**Task directions:**
Look for "野沢通り" in each line of the records, and copy the lines that have it.

*** Data records ***

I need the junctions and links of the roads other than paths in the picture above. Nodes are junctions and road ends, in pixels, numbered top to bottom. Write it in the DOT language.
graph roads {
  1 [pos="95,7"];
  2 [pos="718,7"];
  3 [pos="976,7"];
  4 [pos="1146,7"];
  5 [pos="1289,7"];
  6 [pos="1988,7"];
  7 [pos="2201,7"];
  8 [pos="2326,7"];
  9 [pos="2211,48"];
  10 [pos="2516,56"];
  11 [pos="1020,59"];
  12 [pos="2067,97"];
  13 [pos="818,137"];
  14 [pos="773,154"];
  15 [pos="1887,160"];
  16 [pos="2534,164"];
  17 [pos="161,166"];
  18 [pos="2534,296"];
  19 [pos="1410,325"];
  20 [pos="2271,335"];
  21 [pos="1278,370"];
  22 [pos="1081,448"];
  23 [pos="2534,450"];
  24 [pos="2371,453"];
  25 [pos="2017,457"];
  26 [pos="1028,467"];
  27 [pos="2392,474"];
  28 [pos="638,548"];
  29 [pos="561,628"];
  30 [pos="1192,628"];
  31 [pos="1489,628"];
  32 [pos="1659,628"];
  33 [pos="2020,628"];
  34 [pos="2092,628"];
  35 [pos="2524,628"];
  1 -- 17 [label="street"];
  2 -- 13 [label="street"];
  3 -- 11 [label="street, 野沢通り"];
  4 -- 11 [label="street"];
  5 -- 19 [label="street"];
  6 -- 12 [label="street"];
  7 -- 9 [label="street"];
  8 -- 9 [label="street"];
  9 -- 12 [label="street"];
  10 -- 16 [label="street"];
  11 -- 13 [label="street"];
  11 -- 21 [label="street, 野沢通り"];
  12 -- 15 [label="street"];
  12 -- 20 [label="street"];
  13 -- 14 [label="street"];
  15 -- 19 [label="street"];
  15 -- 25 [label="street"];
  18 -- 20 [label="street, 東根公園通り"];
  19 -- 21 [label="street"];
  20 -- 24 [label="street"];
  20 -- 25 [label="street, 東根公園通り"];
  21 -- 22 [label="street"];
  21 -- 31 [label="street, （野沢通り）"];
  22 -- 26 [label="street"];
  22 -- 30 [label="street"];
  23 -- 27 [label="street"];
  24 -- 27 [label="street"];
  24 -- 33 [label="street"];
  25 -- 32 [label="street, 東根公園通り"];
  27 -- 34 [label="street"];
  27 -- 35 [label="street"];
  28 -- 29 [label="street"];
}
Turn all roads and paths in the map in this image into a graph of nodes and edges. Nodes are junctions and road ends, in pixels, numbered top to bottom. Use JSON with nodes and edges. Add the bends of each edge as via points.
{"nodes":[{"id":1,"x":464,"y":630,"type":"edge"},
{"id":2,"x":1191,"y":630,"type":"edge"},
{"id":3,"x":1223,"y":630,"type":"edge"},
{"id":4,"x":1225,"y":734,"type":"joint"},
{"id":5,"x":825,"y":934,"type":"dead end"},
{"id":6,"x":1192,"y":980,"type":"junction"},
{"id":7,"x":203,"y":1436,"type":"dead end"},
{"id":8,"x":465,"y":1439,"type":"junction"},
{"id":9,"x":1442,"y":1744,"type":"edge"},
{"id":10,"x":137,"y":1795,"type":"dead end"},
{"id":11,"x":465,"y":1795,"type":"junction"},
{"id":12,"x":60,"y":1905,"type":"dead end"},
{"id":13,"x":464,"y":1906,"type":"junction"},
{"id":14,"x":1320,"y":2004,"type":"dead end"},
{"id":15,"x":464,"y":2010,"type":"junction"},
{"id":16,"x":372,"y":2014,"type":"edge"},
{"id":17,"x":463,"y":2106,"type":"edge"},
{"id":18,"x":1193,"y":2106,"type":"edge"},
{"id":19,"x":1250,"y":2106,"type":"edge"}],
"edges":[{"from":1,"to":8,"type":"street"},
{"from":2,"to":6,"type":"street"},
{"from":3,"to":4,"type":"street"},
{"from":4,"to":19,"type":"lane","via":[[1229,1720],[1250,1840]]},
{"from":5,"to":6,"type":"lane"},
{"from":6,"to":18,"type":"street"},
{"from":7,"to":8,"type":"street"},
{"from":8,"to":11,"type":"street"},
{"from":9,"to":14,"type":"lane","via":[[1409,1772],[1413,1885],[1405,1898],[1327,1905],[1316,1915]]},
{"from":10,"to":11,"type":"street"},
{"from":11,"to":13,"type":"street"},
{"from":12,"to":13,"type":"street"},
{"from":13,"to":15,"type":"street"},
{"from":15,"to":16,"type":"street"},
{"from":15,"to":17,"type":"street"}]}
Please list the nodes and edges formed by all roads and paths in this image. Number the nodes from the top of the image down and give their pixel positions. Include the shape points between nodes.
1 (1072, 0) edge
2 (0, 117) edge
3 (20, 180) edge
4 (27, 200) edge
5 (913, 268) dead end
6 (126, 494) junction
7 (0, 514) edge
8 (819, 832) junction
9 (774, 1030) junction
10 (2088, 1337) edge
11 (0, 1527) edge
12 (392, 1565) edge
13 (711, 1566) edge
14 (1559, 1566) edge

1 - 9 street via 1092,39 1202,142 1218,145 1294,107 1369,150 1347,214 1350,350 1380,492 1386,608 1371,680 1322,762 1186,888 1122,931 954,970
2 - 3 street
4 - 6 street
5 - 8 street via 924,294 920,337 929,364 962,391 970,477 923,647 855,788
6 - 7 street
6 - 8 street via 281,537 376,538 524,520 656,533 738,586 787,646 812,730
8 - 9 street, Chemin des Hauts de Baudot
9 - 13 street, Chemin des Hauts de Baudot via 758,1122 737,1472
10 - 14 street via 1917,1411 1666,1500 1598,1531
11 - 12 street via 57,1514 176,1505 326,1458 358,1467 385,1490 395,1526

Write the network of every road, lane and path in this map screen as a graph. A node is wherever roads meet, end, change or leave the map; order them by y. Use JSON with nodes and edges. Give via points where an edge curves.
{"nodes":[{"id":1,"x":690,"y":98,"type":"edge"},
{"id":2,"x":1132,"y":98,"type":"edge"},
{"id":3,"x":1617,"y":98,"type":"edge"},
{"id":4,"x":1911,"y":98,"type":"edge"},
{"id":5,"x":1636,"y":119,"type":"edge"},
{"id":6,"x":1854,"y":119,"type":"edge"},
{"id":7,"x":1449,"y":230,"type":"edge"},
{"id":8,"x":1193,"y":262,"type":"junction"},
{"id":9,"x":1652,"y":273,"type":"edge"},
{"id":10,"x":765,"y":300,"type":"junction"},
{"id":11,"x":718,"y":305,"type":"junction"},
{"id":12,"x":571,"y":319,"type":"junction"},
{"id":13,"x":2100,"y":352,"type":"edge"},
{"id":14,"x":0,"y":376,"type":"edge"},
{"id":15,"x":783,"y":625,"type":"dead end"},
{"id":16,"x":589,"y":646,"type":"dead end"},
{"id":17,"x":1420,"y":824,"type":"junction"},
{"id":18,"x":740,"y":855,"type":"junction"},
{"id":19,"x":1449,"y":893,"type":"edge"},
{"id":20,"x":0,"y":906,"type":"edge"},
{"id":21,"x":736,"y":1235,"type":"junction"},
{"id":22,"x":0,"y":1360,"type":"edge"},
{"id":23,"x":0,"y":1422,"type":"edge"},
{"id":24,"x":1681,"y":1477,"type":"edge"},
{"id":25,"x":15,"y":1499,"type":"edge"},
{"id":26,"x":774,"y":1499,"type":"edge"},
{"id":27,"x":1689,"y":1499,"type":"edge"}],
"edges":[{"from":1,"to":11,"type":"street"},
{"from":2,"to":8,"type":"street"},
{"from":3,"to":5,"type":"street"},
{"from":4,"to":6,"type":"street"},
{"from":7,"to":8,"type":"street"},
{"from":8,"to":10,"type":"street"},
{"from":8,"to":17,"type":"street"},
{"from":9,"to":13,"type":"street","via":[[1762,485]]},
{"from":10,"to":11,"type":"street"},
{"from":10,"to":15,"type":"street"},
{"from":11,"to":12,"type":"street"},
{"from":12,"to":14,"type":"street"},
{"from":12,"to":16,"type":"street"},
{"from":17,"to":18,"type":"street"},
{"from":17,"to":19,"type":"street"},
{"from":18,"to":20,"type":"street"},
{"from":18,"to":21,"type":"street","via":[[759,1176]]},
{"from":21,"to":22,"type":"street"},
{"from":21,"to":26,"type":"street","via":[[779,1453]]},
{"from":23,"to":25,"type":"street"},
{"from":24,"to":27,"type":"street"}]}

***

**Answer for the task:**
  3 -- 11 [label="street, 野沢通り"];
  11 -- 21 [label="street, 野沢通り"];
  21 -- 31 [label="street, （野沢通り）"];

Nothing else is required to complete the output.